[Start of section]

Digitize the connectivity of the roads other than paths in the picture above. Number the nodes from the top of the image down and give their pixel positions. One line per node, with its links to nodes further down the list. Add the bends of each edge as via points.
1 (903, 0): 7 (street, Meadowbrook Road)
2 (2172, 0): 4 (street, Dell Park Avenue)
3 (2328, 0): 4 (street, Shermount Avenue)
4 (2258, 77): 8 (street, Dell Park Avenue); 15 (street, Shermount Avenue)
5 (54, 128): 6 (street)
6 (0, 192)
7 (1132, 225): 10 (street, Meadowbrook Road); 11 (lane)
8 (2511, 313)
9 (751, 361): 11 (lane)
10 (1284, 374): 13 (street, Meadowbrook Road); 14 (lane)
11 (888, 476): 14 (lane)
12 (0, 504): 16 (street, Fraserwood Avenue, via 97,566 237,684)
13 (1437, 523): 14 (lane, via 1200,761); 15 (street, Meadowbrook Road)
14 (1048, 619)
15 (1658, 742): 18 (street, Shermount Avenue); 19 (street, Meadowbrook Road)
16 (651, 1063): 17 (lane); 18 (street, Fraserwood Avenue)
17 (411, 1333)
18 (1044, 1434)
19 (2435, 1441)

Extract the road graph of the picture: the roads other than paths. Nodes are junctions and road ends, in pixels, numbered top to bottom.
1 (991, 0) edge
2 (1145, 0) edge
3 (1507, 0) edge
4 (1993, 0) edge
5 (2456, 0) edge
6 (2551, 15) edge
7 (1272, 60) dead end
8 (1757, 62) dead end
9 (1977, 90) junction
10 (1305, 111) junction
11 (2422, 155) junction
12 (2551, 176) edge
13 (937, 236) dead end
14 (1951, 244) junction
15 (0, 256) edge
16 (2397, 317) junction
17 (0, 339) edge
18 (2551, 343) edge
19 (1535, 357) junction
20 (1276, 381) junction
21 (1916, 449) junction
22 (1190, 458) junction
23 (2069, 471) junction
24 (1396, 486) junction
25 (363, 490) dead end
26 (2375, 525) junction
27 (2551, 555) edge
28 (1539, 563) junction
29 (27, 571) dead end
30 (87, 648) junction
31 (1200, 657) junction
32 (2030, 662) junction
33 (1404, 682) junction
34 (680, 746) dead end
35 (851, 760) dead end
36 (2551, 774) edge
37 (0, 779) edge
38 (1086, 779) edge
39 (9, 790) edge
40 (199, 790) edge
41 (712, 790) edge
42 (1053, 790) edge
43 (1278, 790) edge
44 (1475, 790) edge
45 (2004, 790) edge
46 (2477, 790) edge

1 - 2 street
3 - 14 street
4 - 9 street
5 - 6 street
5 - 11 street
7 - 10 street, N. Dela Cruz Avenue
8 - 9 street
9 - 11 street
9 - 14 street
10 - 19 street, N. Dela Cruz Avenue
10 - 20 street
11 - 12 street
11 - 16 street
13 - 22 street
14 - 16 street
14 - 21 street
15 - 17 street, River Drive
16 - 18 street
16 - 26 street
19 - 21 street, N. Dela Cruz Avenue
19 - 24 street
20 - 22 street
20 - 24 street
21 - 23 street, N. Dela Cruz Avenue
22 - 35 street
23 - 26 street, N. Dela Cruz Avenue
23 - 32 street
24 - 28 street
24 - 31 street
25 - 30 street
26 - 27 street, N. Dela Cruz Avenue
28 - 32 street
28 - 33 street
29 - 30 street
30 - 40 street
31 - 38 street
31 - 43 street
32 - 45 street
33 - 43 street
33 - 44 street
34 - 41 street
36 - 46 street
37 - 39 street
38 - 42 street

[End of section]

For each line above that contains "lane", make a copy.

7 (1132, 225): 10 (street, Meadowbrook Road); 11 (lane)
9 (751, 361): 11 (lane)
10 (1284, 374): 13 (street, Meadowbrook Road); 14 (lane)
11 (888, 476): 14 (lane)
13 (1437, 523): 14 (lane, via 1200,761); 15 (street, Meadowbrook Road)
16 (651, 1063): 17 (lane); 18 (street, Fraserwood Avenue)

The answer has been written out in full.